Pension Reforms an Example of Bipartisanship

| September 13, 2012

Guest Column from Representative Brian Hill

We often hear in politics, particularly at the national level, about Republicans and Democrats not working together to address important issues. People don’t usually get to hear about the times when the two sides do come together and pass needed reforms. However, the Ohio House recently passed a series of reforms to the state’s public pension systems that had the cooperation of both sides.

Both Republicans and Democrats understood the necessity of reforming the systems in order to keep them solvent and to secure the retirements of Ohio’s more than 1.7 million public employees. To make sure that all interested parties and individuals had the opportunity to voice their opinion, each bill received nine committee hearings by the House Retirement and Pensions Subcommittee, as well as two by the House Health and Aging Committee. We also utilized a report issued by the Ohio Retirement Study Council that helped move the ball down the field on this issue.

The five bills—one for each of Ohio’s public pension systems—addressed the unfunded liabilities that each system was facing. The current format was unsustainable and would have collapsed upon itself had changes not been made. This is a problem that many states are currently forced to deal with, and I think the reforms that have passed through the Ohio House and Senate will help maintain the retirement systems.
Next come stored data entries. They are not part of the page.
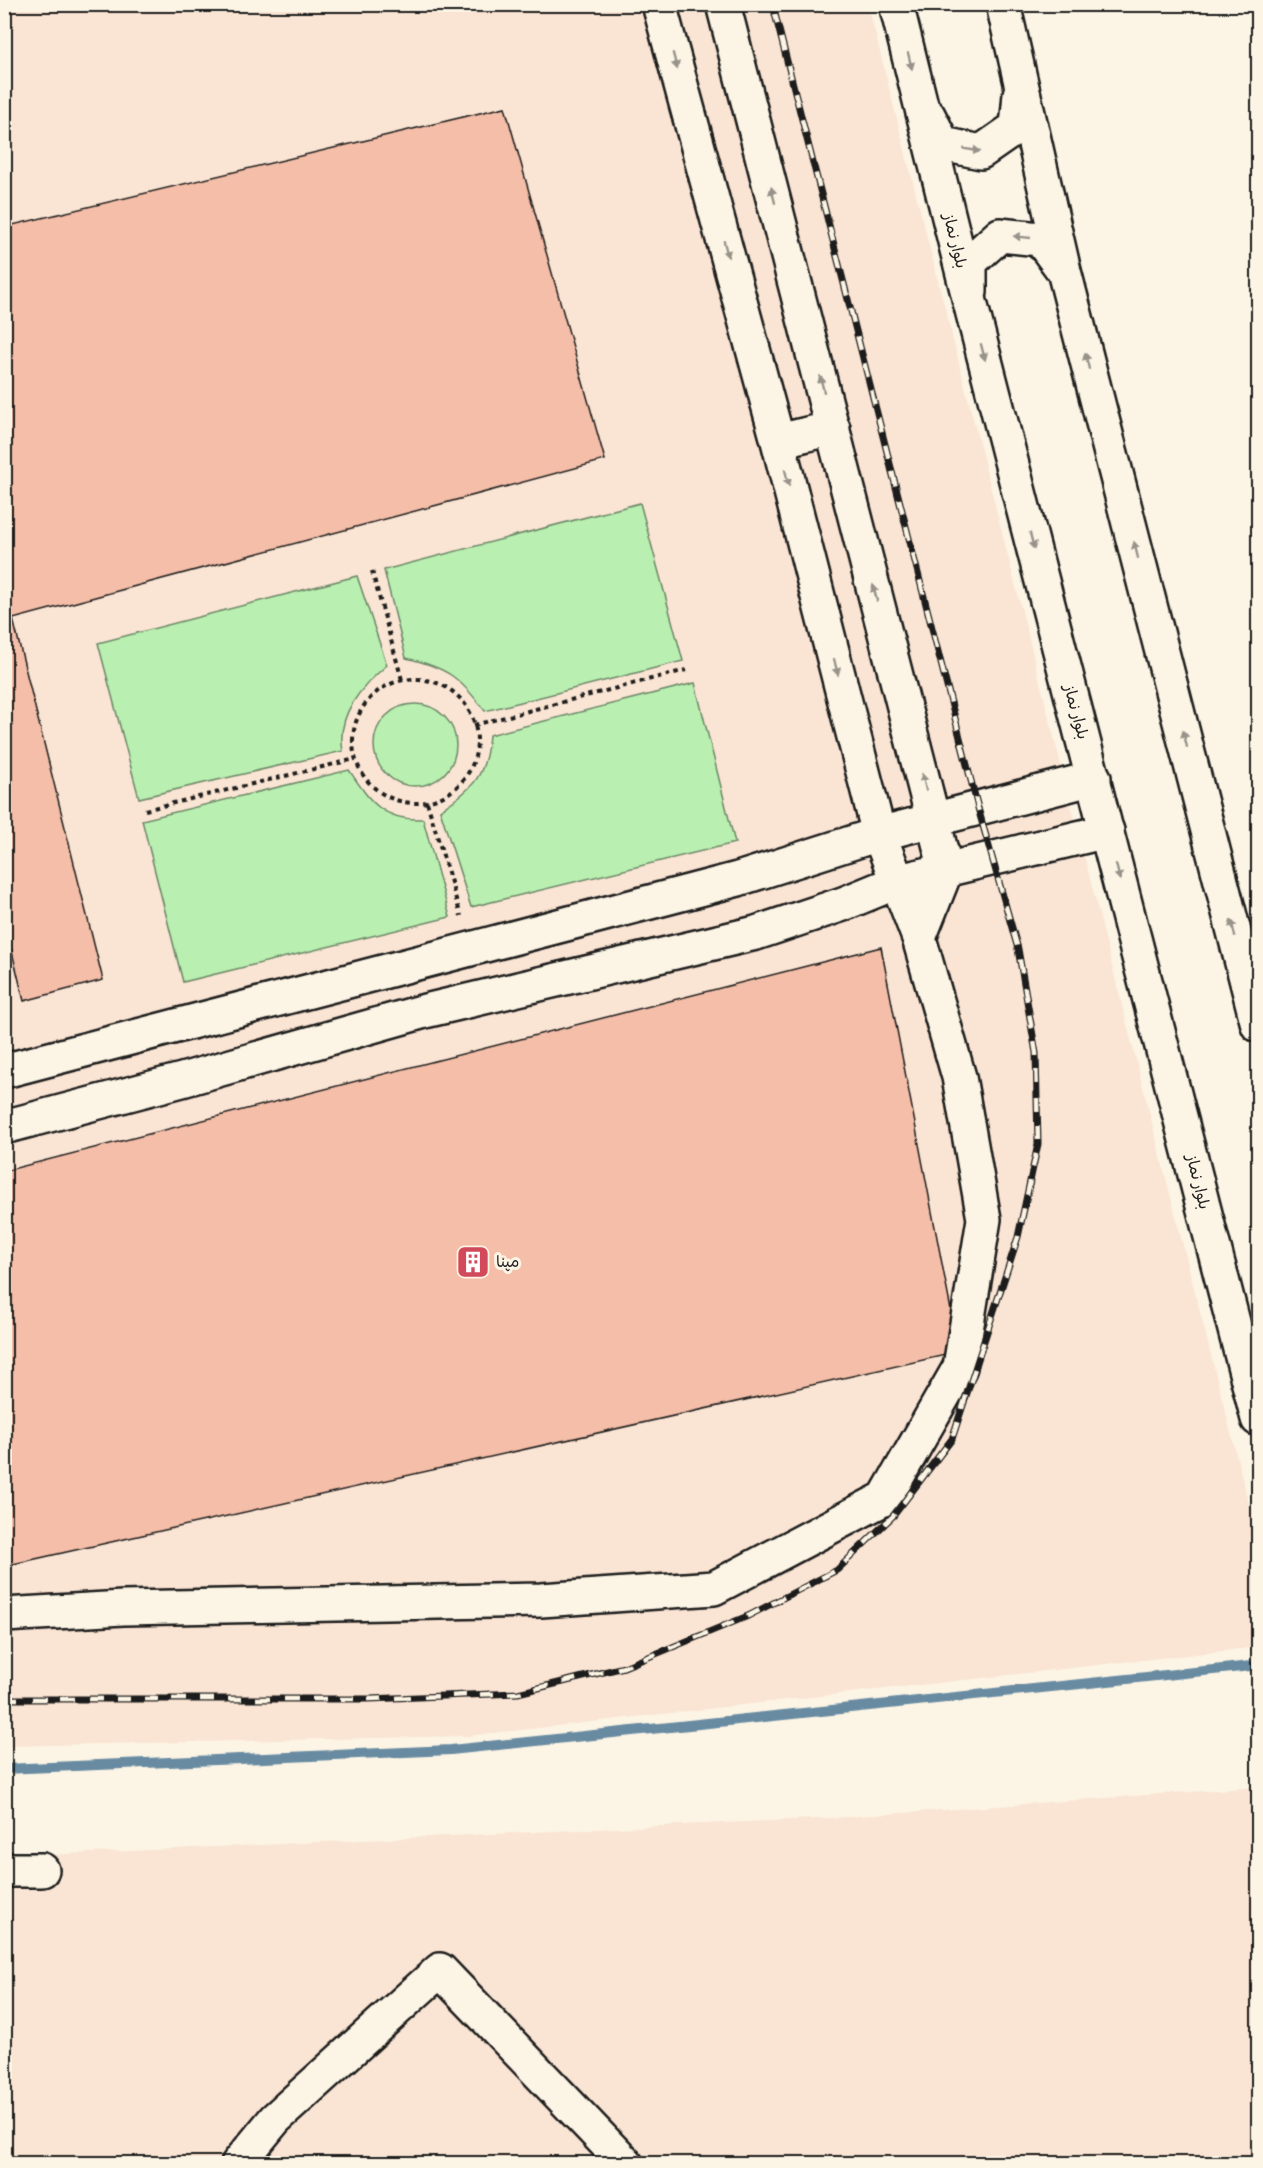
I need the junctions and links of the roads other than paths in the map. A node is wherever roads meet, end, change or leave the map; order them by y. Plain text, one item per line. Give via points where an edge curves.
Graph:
1 (659, 4) edge
2 (723, 4) edge
3 (896, 4) edge
4 (1003, 4) edge
5 (1021, 83) junction
6 (920, 100) junction
7 (1064, 272) junction
8 (970, 302) junction
9 (833, 428) junction
10 (778, 441) junction
11 (1094, 778) junction
12 (934, 820) junction
13 (1107, 831) junction
14 (879, 834) junction
15 (946, 870) junction
16 (899, 881) junction
17 (919, 938) junction
18 (1258, 1025) edge
19 (4, 1071) edge
20 (4, 1127) edge
21 (1258, 1419) edge
22 (4, 1615) edge
23 (4, 1870) edge
24 (42, 1870) dead end
25 (238, 2163) edge
26 (626, 2163) edge

1 -> 10 main road
9 -> 2 main road
3 -> 6 main road, بلوار نماز
4 - 5 main road
6 -> 5 main road via 943,144 981,152 1017,127
5 - 7 main road
6 - 8 main road, بلوار نماز
7 -> 8 main road via 1040,239 1000,235 970,262
18 -> 7 main road
8 -> 11 main road, بلوار نماز
9 - 10 main road
12 -> 9 main road
10 -> 14 main road
11 - 12 main road
11 - 13 main road, بلوار نماز
12 - 14 main road
12 - 15 main road
13 - 15 main road
13 -> 21 main road, بلوار نماز
14 - 16 main road
14 - 19 main road via 738,879
15 - 16 main road
15 - 17 main road
16 - 17 main road
16 - 20 main road via 756,933 424,1011
17 - 22 main road via 959,1077 984,1219 960,1366 885,1498 714,1587 541,1600 123,1608
23 - 24 main road
25 - 26 main road via 275,2119 440,1970

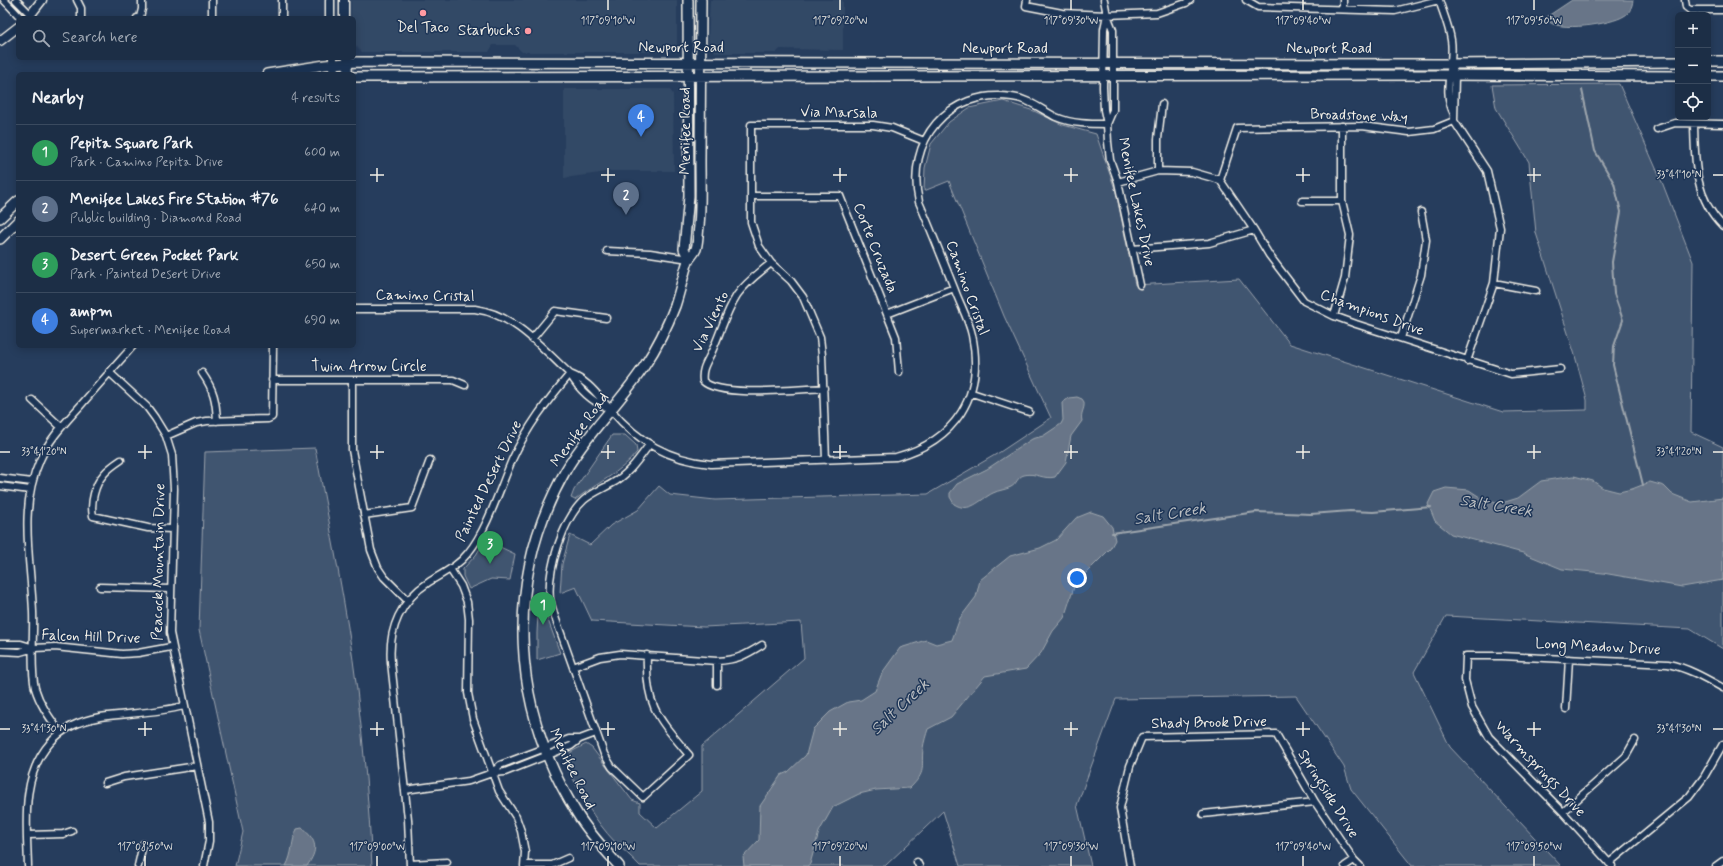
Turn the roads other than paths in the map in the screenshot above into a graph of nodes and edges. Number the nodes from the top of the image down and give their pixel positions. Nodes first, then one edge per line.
1 (4, 0) edge
2 (16, 0) edge
3 (42, 0) edge
4 (77, 0) edge
5 (142, 0) edge
6 (212, 0) edge
7 (282, 0) edge
8 (330, 0) edge
9 (344, 0) edge
10 (688, 0) edge
11 (701, 0) edge
12 (1026, 0) edge
13 (1104, 0) edge
14 (1190, 0) edge
15 (1246, 0) edge
16 (1343, 0) edge
17 (1439, 0) edge
18 (1685, 0) edge
19 (1344, 9) junction
20 (1723, 10) edge
21 (19, 16) edge
22 (30, 16) edge
23 (81, 16) edge
24 (140, 16) edge
25 (212, 16) edge
26 (282, 16) edge
27 (330, 16) edge
28 (344, 16) edge
29 (1107, 16) junction
30 (16, 29) edge
31 (0, 41) edge
32 (347, 60) edge
33 (333, 61) edge
34 (1711, 61) edge
35 (1723, 61) edge
36 (688, 62) junction
37 (701, 62) junction
38 (1675, 62) edge
39 (1108, 63) junction
40 (1451, 64) junction
41 (277, 72) edge
42 (334, 72) edge
43 (348, 72) edge
44 (1452, 75) junction
45 (687, 76) junction
46 (700, 76) junction
47 (1103, 76) junction
48 (1113, 76) junction
49 (1675, 76) edge
50 (1711, 76) edge
51 (1723, 76) edge
52 (356, 77) edge
53 (1162, 104) dead end
54 (1454, 121) junction
55 (1107, 124) junction
56 (1694, 124) junction
57 (1723, 124) edge
58 (1342, 126) junction
59 (1657, 129) dead end
60 (924, 141) junction
61 (1158, 171) junction
62 (1220, 180) junction
63 (1118, 182) junction
64 (751, 196) junction
65 (1302, 201) dead end
66 (1342, 201) junction
67 (16, 203) edge
68 (1421, 212) dead end
69 (0, 218) edge
70 (16, 223) edge
71 (1723, 226) edge
72 (1254, 230) junction
73 (0, 239) edge
74 (1132, 249) junction
75 (607, 251) dead end
76 (689, 259) junction
77 (770, 262) junction
78 (1494, 283) junction
79 (1140, 285) dead end
80 (954, 288) junction
81 (1536, 291) dead end
82 (356, 309) edge
83 (887, 314) junction
84 (1334, 316) junction
85 (606, 318) dead end
86 (1401, 338) junction
87 (532, 339) junction
88 (131, 348) edge
89 (273, 348) edge
90 (1468, 360) junction
91 (1560, 369) dead end
92 (109, 372) junction
93 (899, 372) dead end
94 (202, 373) dead end
95 (570, 374) junction
96 (272, 380) junction
97 (352, 380) junction
98 (465, 385) dead end
99 (824, 388) junction
100 (972, 392) junction
101 (32, 400) dead end
102 (610, 410) junction
103 (1029, 412) dead end
104 (217, 420) junction
105 (61, 427) junction
106 (166, 436) junction
107 (649, 445) junction
108 (121, 460) dead end
109 (430, 460) dead end
110 (826, 460) junction
111 (0, 478) edge
112 (32, 482) junction
113 (0, 486) edge
114 (30, 490) junction
115 (364, 515) junction
116 (172, 529) junction
117 (450, 569) junction
118 (100, 587) dead end
119 (170, 589) junction
120 (407, 600) junction
121 (0, 644) edge
122 (762, 645) dead end
123 (171, 647) junction
124 (34, 648) junction
125 (0, 651) edge
126 (647, 655) junction
127 (1466, 656) joint
128 (1569, 659) junction
129 (717, 661) junction
130 (573, 667) junction
131 (716, 685) dead end
132 (1723, 688) edge
133 (184, 706) junction
134 (1566, 709) dead end
135 (60, 732) junction
136 (596, 733) junction
137 (1276, 734) joint
138 (1635, 740) dead end
139 (1723, 744) edge
140 (545, 752) junction
141 (197, 766) junction
142 (492, 773) junction
143 (105, 783) dead end
144 (405, 790) junction
145 (1315, 802) junction
146 (1563, 812) junction
147 (1203, 814) dead end
148 (72, 831) dead end
149 (28, 835) junction
150 (143, 844) dead end
151 (568, 858) dead end
152 (1354, 860) junction
153 (1723, 861) edge
154 (447, 862) dead end
155 (410, 865) edge
156 (525, 865) edge
157 (1610, 865) edge
158 (28, 866) edge
159 (138, 866) edge
160 (204, 866) edge
161 (619, 866) edge
162 (1130, 866) edge
163 (1345, 866) edge
164 (1360, 866) edge
165 (1716, 866) edge

1 - 21 street
2 - 22 street
3 - 22 street
4 - 23 street
5 - 24 street
6 - 25 street
7 - 26 street
8 - 27 street
9 - 28 street
10 - 36 main road, Menifee Road
11 - 37 main road, Menifee Road
12 - 29 street
13 - 29 street
14 - 29 street
15 - 19 street
16 - 19 street
17 - 19 street
17 - 40 street
18 - 20 street
29 - 39 street
29 - 39 street
30 - 31 street
32 - 33 main road, Newport Road
32 - 36 main road, Newport Road
32 - 43 street
33 - 41 main road, Newport Road
33 - 42 street
34 - 35 main road
36 - 37 main road, Newport Road
36 - 45 main road, Menifee Road
37 - 39 main road, Newport Road
37 - 46 main road, Menifee Road
38 - 40 main road, Newport Road
39 - 40 main road, Newport Road
39 - 47 street, Menifee Lakes Drive
39 - 48 street, Menifee Lakes Drive
40 - 44 street
44 - 48 main road, Newport Road
44 - 49 main road, Newport Road
44 - 54 street
45 - 46 main road, Newport Road
45 - 52 main road, Newport Road
45 - 76 main road, Menifee Road
46 - 47 main road, Newport Road
46 - 76 main road, Menifee Road
47 - 48 main road, Newport Road
47 - 55 street, Menifee Lakes Drive
48 - 55 street, Menifee Lakes Drive
50 - 51 main road
53 - 61 street
54 - 58 street, Broadstone Way
54 - 78 street
55 - 60 street, Camino Cristal
55 - 63 street, Menifee Lakes Drive
56 - 57 street
56 - 59 street
56 - 71 street
58 - 62 street, Broadstone Way
58 - 66 street
60 - 64 street, Via Marsala
60 - 80 street, Camino Cristal
61 - 62 street
61 - 63 street
62 - 72 street, Champions Drive
63 - 74 street, Menifee Lakes Drive
64 - 77 street
64 - 83 street, Corte Cruzada
65 - 66 street
66 - 84 street
67 - 69 main road
68 - 86 street
70 - 73 main road
72 - 74 street
72 - 84 street, Champions Drive
74 - 79 street, Menifee Lakes Drive
75 - 76 street
76 - 102 main road, Menifee Road
77 - 99 street
77 - 99 street, Via Viento
78 - 81 street
78 - 90 street
80 - 83 street
80 - 100 street, Camino Cristal
82 - 87 street, Camino Cristal
83 - 93 street, Corte Cruzada
84 - 86 street, Champions Drive
85 - 87 street
86 - 90 street, Champions Drive
87 - 95 street, Camino Cristal
88 - 92 street
89 - 96 street
90 - 91 street, Champions Drive
92 - 105 street
92 - 106 street, Peacock Mountain Drive
94 - 104 street
95 - 102 street, Camino Cristal
95 - 117 street, Painted Desert Drive
96 - 97 street, Twin Arrow Circle
96 - 104 street
97 - 98 street, Twin Arrow Circle
97 - 115 street
99 - 110 street
100 - 103 street
100 - 110 street, Camino Cristal
101 - 105 street
102 - 107 street, Camino Cristal
102 - 140 main road, Menifee Road
104 - 106 street
105 - 112 street
106 - 116 street, Peacock Mountain Drive
107 - 110 street, Camino Cristal
107 - 130 street
108 - 116 street
109 - 115 street
111 - 112 street
112 - 114 street
113 - 114 street
114 - 124 street
115 - 120 street
116 - 119 street, Peacock Mountain Drive
117 - 120 street, Painted Desert Drive
117 - 142 street
118 - 119 street
119 - 123 street, Peacock Mountain Drive
120 - 144 street, Painted Desert Drive
121 - 124 street, Falcon Hill Drive
122 - 129 street
123 - 124 street, Falcon Hill Drive
123 - 133 street, Peacock Mountain Drive
124 - 125 street, Falcon Hill Drive
124 - 135 street
126 - 129 street
126 - 130 street
126 - 136 street
127 - 128 street, Long Meadow Drive
127 - 146 street, Warmsprings Drive
128 - 132 street, Long Meadow Drive
128 - 134 street
129 - 131 street
130 - 136 street
133 - 135 street
133 - 141 street, Peacock Mountain Drive
135 - 149 street
136 - 140 street
137 - 145 street, Springside Drive
137 - 162 street, Shady Brook Drive
138 - 146 street
139 - 157 street
140 - 142 street
140 - 161 main road, Menifee Road
141 - 143 street
141 - 160 street, Peacock Mountain Drive
142 - 144 street
142 - 156 street
144 - 155 street, Painted Desert Drive
145 - 147 street
145 - 152 street, Springside Drive
146 - 157 street, Warmsprings Drive
148 - 149 street
149 - 158 street
150 - 159 street
151 - 156 street
152 - 163 street
152 - 164 street, Springside Drive
153 - 165 street
154 - 155 street

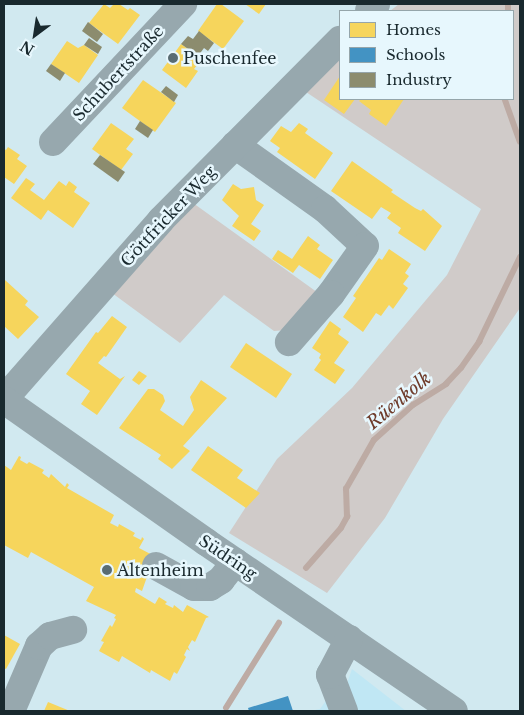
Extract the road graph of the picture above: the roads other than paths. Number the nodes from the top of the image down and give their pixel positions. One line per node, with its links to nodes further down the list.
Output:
1 (183, 4): 3 (street, Schubertstraße)
2 (339, 41): 4 (street, Göttfricker Weg)
3 (54, 142)
4 (235, 145): 5 (street); 6 (street, Göttfricker Weg)
5 (289, 342)
6 (4, 400): 7 (street, Südring)
7 (235, 562): 8 (street); 10 (street, Südring)
8 (156, 566)
9 (74, 630): 11 (street)
10 (350, 639): 12 (street); 13 (street, Südring)
11 (11, 711)
12 (344, 711)
13 (454, 711)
The reforms include having public employees pay more into their retirement funds in order for the retirement systems to remain solvent for future generations. Additionally, the House instituted a provision that calls for the bipartisan Ohio Retirement Study Council—which issued the initial report—to study the impact of future changes made by the retirement boards.

From the beginning, this has been an open process with all sides having ample opportunities to offer their opinions and concerns. As a result, all five bills received overwhelming bipartisan support—all but one passed unanimously.